Once you started messing around with him, you'll realise that there are quite a few moving parts though, which can make him feel a little fiddly to the touch. It's actually no bad thing, as he does still feel like a lot of fun to mess around with, but no doubt there will be some adjustment of various pieces required from time to time. Stuff like the chest panels, and those rather bizarre wavy bits on his shoulders all have a habit of moving about a bit during regular play and posing, for example. Fortunately all of the joints seem tight enough though, and again I didn't find any real concerns in terms of quality or build to put me off here. He feels pretty stable, and is certainly capable of sturdily holding some decent poses.




Of course, the real fun comes once you start to play around with some of his accessories, the most obvious of which are the two sizeable blades that peg into his arms to recreate a similar ability from the movie. The blades look ace, with a really lovely shiny silver & gold finish, and add much to the visual appeal of this figure overall. Suddenly I found posing him to be even more fun as they make him feel quite unique in terms of display options. I do wish that the blades felt a little more securely pegged in, but they work well overall, in my opinion.




Now you can see some of the full potential for this figure to strut its stuff and show off a few more dynamic poses. Because of the amount of joints found in both the arms and the legs, there really is quite a bit of range to go a bit nuts and have some fun! You can also swap out the fingers for some alternate versions which gives you fully moving digits, but I declined to go there as I am happy enough with the stock versions.




Another accessory included here is a set of cables that also connect to his arms, meant to represent the scene from Dark of the Moon where Dino deploys a set of grappling hooks whilst battling with some Decepticons. Here you have a set of soft metal leads with a small articulated hook on the end of each. It's an interesting feature and one that works well for the most part, given how much potential for moving and posing the cables there is. However, I found that it was hard to keep them pegged into the arms securely, and overall difficult to find a way to pose them without feeling a little awkward or falling out. It is a fun inclusion, but I think it might have worked better if the cables weren't quite so long. Still, it's unique and definitely adds something to the overall package.




Looking at Firage with some of the official MPM figures, I'd say he again feels a little on the small side here. Having rewatched that video I mentioned with all of the scenes from the film featuring the character, he certainly doesn't look like such a diminutive 'bot from what I can see, standing not that much smaller than Ironhide on screen, but perhaps I have missed something.

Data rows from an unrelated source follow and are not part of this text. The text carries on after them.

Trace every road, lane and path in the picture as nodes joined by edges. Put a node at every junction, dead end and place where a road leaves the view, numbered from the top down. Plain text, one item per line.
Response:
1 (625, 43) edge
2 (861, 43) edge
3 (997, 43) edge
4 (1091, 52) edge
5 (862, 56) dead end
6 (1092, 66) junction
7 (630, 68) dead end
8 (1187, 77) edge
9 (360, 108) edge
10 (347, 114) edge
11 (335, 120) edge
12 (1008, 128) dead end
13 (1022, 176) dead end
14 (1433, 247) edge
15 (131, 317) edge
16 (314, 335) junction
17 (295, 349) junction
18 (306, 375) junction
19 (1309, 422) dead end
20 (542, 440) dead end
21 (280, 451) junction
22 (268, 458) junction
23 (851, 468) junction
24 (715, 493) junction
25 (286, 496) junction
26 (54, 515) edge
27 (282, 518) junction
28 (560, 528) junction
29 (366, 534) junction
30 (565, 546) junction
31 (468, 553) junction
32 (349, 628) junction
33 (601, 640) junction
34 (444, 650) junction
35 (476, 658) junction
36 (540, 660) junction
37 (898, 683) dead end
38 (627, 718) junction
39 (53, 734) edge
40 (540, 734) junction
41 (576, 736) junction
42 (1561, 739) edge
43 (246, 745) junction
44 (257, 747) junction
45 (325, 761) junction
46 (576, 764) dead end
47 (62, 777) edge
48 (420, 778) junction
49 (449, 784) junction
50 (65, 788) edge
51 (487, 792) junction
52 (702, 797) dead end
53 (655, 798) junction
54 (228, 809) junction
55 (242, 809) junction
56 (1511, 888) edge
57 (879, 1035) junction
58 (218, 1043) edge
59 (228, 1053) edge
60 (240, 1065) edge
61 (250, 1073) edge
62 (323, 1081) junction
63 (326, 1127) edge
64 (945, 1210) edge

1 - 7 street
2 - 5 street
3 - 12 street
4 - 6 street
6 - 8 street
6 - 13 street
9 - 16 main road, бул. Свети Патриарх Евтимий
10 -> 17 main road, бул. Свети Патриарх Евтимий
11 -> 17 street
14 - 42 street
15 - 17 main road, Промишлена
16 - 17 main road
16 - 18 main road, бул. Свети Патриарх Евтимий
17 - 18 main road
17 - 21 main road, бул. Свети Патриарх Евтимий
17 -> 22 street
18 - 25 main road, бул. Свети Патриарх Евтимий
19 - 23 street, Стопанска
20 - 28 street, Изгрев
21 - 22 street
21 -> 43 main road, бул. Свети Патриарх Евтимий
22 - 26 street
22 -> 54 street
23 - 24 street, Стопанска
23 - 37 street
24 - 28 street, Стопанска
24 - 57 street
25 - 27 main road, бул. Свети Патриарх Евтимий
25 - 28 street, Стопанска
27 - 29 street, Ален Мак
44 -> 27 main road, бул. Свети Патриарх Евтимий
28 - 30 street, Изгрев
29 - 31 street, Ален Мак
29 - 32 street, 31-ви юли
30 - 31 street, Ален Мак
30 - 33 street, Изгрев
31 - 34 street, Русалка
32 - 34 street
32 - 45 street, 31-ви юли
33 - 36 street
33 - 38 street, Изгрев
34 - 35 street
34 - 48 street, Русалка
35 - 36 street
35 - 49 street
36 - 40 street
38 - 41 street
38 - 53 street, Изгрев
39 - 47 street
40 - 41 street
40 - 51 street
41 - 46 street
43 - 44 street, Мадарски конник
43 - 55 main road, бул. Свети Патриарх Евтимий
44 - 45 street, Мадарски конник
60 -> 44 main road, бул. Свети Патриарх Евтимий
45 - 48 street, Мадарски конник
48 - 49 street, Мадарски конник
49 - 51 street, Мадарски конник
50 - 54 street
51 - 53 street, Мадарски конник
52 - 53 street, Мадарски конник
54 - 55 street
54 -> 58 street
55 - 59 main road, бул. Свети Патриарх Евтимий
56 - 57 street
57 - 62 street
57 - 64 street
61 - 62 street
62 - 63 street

Regardless, I'll leave it to you to decide if the scaling works well or not here, though for my money I actually don't think he looks bad lining up with Optimus Prime & Bumblebee in spite on his pint-size-nature. Again, it's probably the finish of the plastic that is more of a standout than anything, but the style of the design and the look of the character and just about spot on to my eye.





So, in conclusion, Firage is a fun little 'bot and represents a decent enough experience overall. I do think he's hurt slightly by not having a more polished or premium-feeling finish, but again that is reflected in the cheap price, so I do think you're getting value for money overall. For a first figure there is a lot to credit Alien Attack with here, and I look forward to seeing more from them in the future.

What's HOT?
Great design overall, with a generally nice-looking car mode, a great representation of the robot, and a surprisingly-repeatable transformation between the two. He also has some fun accessories and is quite enjoyable to mess around with and pose.

What's NOT?
Whilst the quality is ok, the finish does not feel particularly premium and the plastic used is a bit soft & bendy for my tastes. Again, that is reflected in the price though, so it depends how you feel about it.